• [Work item]:
An exact transcription of each entry below is required, without any pictures.

(Records drawn from a dataset)

————

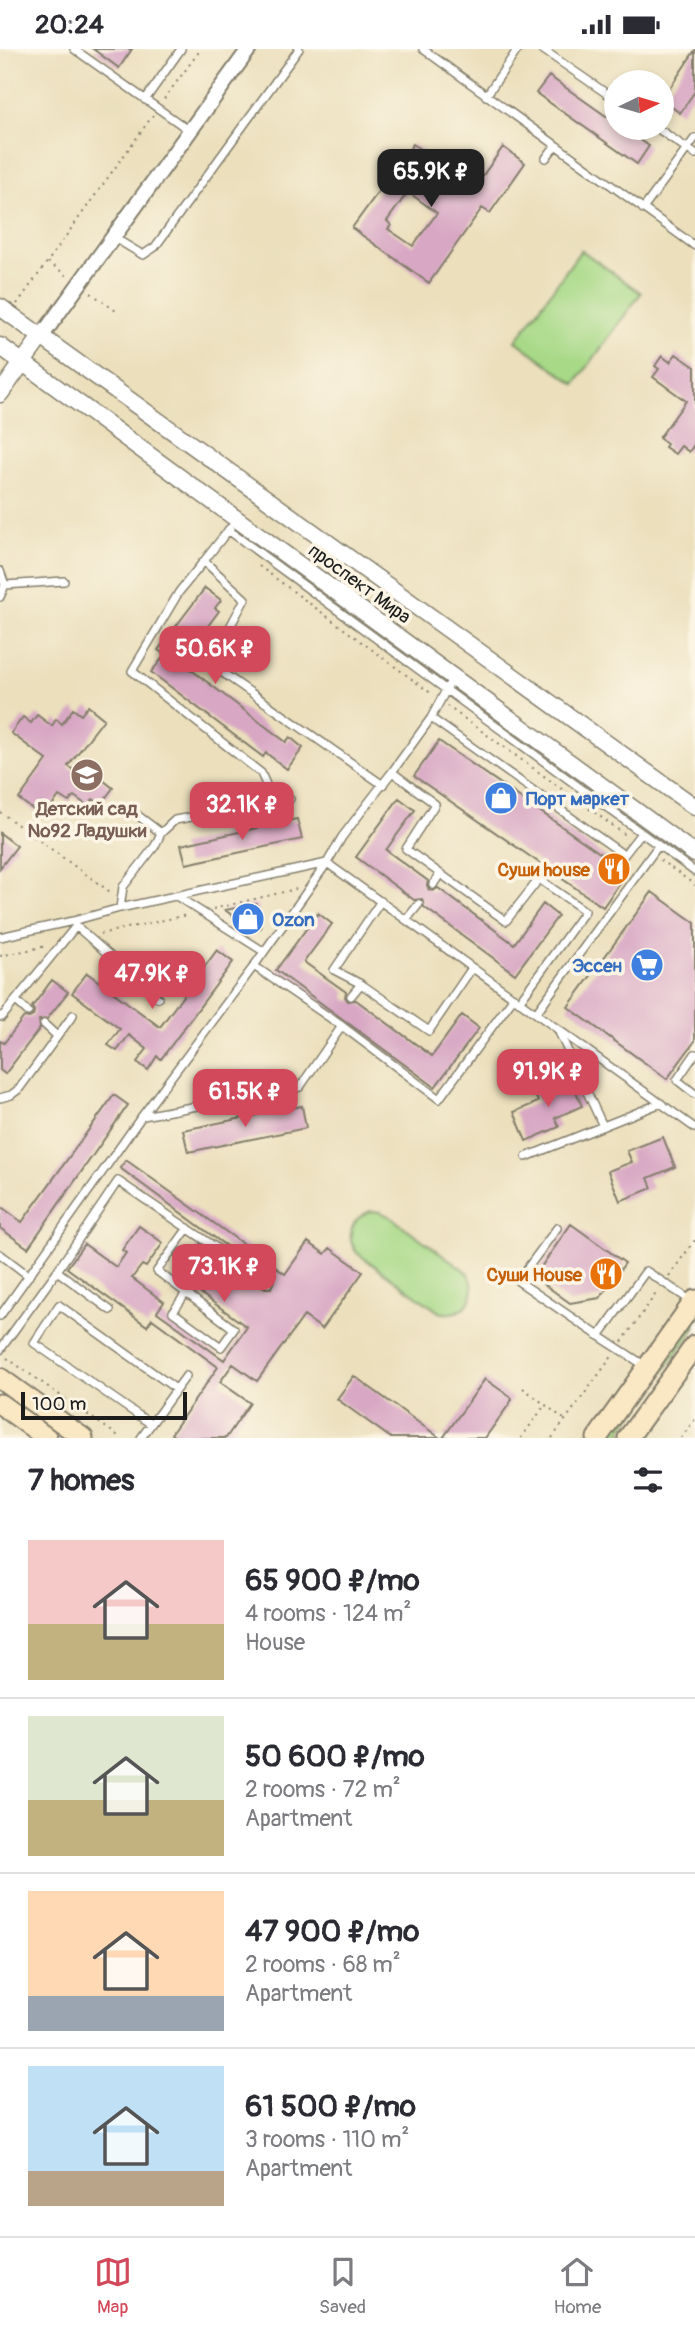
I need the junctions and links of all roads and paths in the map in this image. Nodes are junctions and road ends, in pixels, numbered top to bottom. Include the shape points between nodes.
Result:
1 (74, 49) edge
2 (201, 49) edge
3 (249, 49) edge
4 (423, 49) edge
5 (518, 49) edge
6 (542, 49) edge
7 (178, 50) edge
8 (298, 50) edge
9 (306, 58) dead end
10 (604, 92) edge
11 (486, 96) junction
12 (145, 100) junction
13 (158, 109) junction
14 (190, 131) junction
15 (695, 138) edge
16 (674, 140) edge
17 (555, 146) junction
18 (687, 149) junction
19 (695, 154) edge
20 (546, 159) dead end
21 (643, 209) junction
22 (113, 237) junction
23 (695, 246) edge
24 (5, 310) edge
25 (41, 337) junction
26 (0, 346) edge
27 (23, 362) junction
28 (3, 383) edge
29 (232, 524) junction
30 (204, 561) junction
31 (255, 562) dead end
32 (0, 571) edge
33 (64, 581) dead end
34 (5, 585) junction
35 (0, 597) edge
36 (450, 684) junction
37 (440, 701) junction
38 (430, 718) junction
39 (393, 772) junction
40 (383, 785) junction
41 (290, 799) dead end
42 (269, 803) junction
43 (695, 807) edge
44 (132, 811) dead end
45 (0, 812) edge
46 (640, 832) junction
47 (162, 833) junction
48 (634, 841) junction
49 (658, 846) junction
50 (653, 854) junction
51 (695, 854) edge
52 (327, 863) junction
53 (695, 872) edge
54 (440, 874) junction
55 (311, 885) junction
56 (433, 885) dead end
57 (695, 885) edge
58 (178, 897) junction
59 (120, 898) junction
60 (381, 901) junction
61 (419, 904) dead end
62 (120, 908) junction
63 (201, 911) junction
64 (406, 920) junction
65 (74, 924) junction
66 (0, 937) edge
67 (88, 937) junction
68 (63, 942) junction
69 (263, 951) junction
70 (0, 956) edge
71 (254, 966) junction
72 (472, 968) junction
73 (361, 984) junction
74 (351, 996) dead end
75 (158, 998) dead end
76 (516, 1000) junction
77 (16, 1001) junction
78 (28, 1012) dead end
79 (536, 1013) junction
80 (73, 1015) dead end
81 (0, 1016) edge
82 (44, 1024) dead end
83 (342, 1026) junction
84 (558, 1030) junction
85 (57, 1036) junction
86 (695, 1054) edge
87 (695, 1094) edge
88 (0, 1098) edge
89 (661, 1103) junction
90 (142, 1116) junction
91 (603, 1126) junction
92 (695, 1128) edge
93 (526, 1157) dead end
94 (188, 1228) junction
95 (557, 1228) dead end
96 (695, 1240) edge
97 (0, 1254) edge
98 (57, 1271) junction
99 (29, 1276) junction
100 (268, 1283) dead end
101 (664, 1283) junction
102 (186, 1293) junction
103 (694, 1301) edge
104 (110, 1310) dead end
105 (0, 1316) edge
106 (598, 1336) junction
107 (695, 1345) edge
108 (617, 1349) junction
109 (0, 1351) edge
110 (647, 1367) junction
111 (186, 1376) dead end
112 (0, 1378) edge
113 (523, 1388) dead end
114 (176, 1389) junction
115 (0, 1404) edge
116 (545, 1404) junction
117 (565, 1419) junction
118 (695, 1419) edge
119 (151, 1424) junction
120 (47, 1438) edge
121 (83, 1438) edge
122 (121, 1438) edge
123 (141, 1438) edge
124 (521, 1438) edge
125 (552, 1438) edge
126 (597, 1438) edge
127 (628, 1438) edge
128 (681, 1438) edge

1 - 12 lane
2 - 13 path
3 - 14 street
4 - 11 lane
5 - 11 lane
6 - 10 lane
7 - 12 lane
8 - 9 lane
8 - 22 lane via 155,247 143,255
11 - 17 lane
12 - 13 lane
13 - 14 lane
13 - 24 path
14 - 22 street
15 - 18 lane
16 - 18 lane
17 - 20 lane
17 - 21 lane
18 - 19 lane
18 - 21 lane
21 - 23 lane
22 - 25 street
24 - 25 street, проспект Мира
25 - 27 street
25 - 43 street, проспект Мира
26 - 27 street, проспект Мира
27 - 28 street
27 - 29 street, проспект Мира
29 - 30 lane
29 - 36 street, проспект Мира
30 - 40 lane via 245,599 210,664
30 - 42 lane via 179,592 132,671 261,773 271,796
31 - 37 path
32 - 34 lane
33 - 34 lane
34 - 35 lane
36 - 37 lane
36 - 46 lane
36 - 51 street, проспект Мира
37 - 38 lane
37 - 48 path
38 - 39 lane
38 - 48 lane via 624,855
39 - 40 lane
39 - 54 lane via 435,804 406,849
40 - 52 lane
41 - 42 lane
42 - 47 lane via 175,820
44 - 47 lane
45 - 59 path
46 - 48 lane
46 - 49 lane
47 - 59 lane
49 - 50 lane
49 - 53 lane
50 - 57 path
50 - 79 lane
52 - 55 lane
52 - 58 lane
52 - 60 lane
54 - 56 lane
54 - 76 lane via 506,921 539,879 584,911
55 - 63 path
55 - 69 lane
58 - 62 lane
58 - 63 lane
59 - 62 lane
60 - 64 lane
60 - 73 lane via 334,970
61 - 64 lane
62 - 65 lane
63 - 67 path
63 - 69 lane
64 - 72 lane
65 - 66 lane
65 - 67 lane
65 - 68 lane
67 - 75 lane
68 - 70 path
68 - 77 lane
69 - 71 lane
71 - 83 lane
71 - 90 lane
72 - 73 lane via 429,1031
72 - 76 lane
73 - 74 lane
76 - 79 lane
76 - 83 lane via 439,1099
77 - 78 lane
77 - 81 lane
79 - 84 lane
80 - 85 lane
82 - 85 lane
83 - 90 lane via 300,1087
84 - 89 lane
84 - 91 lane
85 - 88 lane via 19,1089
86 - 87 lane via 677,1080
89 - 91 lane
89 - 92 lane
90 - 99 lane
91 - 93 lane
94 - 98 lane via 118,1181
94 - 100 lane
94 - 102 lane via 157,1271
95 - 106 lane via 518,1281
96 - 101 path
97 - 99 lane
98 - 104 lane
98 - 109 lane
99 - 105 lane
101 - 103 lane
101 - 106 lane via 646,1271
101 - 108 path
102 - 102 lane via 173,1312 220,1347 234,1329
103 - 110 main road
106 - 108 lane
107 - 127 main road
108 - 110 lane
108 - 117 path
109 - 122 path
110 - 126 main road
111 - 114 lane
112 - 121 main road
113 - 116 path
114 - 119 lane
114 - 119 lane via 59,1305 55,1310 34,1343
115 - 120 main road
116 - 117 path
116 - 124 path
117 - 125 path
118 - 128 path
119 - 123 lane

————

• [Response area]:
I need the junctions and links of all roads and paths in the map in this image. Nodes are junctions and road ends, in pixels, numbered top to bottom. Include the shape points between nodes.
Result:
1 (74, 49) edge
2 (201, 49) edge
3 (249, 49) edge
4 (423, 49) edge
5 (518, 49) edge
6 (542, 49) edge
7 (178, 50) edge
8 (298, 50) edge
9 (306, 58) dead end
10 (604, 92) edge
11 (486, 96) junction
12 (145, 100) junction
13 (158, 109) junction
14 (190, 131) junction
15 (695, 138) edge
16 (674, 140) edge
17 (555, 146) junction
18 (687, 149) junction
19 (695, 154) edge
20 (546, 159) dead end
21 (643, 209) junction
22 (113, 237) junction
23 (695, 246) edge
24 (5, 310) edge
25 (41, 337) junction
26 (0, 346) edge
27 (23, 362) junction
28 (3, 383) edge
29 (232, 524) junction
30 (204, 561) junction
31 (255, 562) dead end
32 (0, 571) edge
33 (64, 581) dead end
34 (5, 585) junction
35 (0, 597) edge
36 (450, 684) junction
37 (440, 701) junction
38 (430, 718) junction
39 (393, 772) junction
40 (383, 785) junction
41 (290, 799) dead end
42 (269, 803) junction
43 (695, 807) edge
44 (132, 811) dead end
45 (0, 812) edge
46 (640, 832) junction
47 (162, 833) junction
48 (634, 841) junction
49 (658, 846) junction
50 (653, 854) junction
51 (695, 854) edge
52 (327, 863) junction
53 (695, 872) edge
54 (440, 874) junction
55 (311, 885) junction
56 (433, 885) dead end
57 (695, 885) edge
58 (178, 897) junction
59 (120, 898) junction
60 (381, 901) junction
61 (419, 904) dead end
62 (120, 908) junction
63 (201, 911) junction
64 (406, 920) junction
65 (74, 924) junction
66 (0, 937) edge
67 (88, 937) junction
68 (63, 942) junction
69 (263, 951) junction
70 (0, 956) edge
71 (254, 966) junction
72 (472, 968) junction
73 (361, 984) junction
74 (351, 996) dead end
75 (158, 998) dead end
76 (516, 1000) junction
77 (16, 1001) junction
78 (28, 1012) dead end
79 (536, 1013) junction
80 (73, 1015) dead end
81 (0, 1016) edge
82 (44, 1024) dead end
83 (342, 1026) junction
84 (558, 1030) junction
85 (57, 1036) junction
86 (695, 1054) edge
87 (695, 1094) edge
88 (0, 1098) edge
89 (661, 1103) junction
90 (142, 1116) junction
91 (603, 1126) junction
92 (695, 1128) edge
93 (526, 1157) dead end
94 (188, 1228) junction
95 (557, 1228) dead end
96 (695, 1240) edge
97 (0, 1254) edge
98 (57, 1271) junction
99 (29, 1276) junction
100 (268, 1283) dead end
101 (664, 1283) junction
102 (186, 1293) junction
103 (694, 1301) edge
104 (110, 1310) dead end
105 (0, 1316) edge
106 (598, 1336) junction
107 (695, 1345) edge
108 (617, 1349) junction
109 (0, 1351) edge
110 (647, 1367) junction
111 (186, 1376) dead end
112 (0, 1378) edge
113 (523, 1388) dead end
114 (176, 1389) junction
115 (0, 1404) edge
116 (545, 1404) junction
117 (565, 1419) junction
118 (695, 1419) edge
119 (151, 1424) junction
120 (47, 1438) edge
121 (83, 1438) edge
122 (121, 1438) edge
123 (141, 1438) edge
124 (521, 1438) edge
125 (552, 1438) edge
126 (597, 1438) edge
127 (628, 1438) edge
128 (681, 1438) edge

1 - 12 lane
2 - 13 path
3 - 14 street
4 - 11 lane
5 - 11 lane
6 - 10 lane
7 - 12 lane
8 - 9 lane
8 - 22 lane via 155,247 143,255
11 - 17 lane
12 - 13 lane
13 - 14 lane
13 - 24 path
14 - 22 street
15 - 18 lane
16 - 18 lane
17 - 20 lane
17 - 21 lane
18 - 19 lane
18 - 21 lane
21 - 23 lane
22 - 25 street
24 - 25 street, проспект Мира
25 - 27 street
25 - 43 street, проспект Мира
26 - 27 street, проспект Мира
27 - 28 street
27 - 29 street, проспект Мира
29 - 30 lane
29 - 36 street, проспект Мира
30 - 40 lane via 245,599 210,664
30 - 42 lane via 179,592 132,671 261,773 271,796
31 - 37 path
32 - 34 lane
33 - 34 lane
34 - 35 lane
36 - 37 lane
36 - 46 lane
36 - 51 street, проспект Мира
37 - 38 lane
37 - 48 path
38 - 39 lane
38 - 48 lane via 624,855
39 - 40 lane
39 - 54 lane via 435,804 406,849
40 - 52 lane
41 - 42 lane
42 - 47 lane via 175,820
44 - 47 lane
45 - 59 path
46 - 48 lane
46 - 49 lane
47 - 59 lane
49 - 50 lane
49 - 53 lane
50 - 57 path
50 - 79 lane
52 - 55 lane
52 - 58 lane
52 - 60 lane
54 - 56 lane
54 - 76 lane via 506,921 539,879 584,911
55 - 63 path
55 - 69 lane
58 - 62 lane
58 - 63 lane
59 - 62 lane
60 - 64 lane
60 - 73 lane via 334,970
61 - 64 lane
62 - 65 lane
63 - 67 path
63 - 69 lane
64 - 72 lane
65 - 66 lane
65 - 67 lane
65 - 68 lane
67 - 75 lane
68 - 70 path
68 - 77 lane
69 - 71 lane
71 - 83 lane
71 - 90 lane
72 - 73 lane via 429,1031
72 - 76 lane
73 - 74 lane
76 - 79 lane
76 - 83 lane via 439,1099
77 - 78 lane
77 - 81 lane
79 - 84 lane
80 - 85 lane
82 - 85 lane
83 - 90 lane via 300,1087
84 - 89 lane
84 - 91 lane
85 - 88 lane via 19,1089
86 - 87 lane via 677,1080
89 - 91 lane
89 - 92 lane
90 - 99 lane
91 - 93 lane
94 - 98 lane via 118,1181
94 - 100 lane
94 - 102 lane via 157,1271
95 - 106 lane via 518,1281
96 - 101 path
97 - 99 lane
98 - 104 lane
98 - 109 lane
99 - 105 lane
101 - 103 lane
101 - 106 lane via 646,1271
101 - 108 path
102 - 102 lane via 173,1312 220,1347 234,1329
103 - 110 main road
106 - 108 lane
107 - 127 main road
108 - 110 lane
108 - 117 path
109 - 122 path
110 - 126 main road
111 - 114 lane
112 - 121 main road
113 - 116 path
114 - 119 lane
114 - 119 lane via 59,1305 55,1310 34,1343
115 - 120 main road
116 - 117 path
116 - 124 path
117 - 125 path
118 - 128 path
119 - 123 lane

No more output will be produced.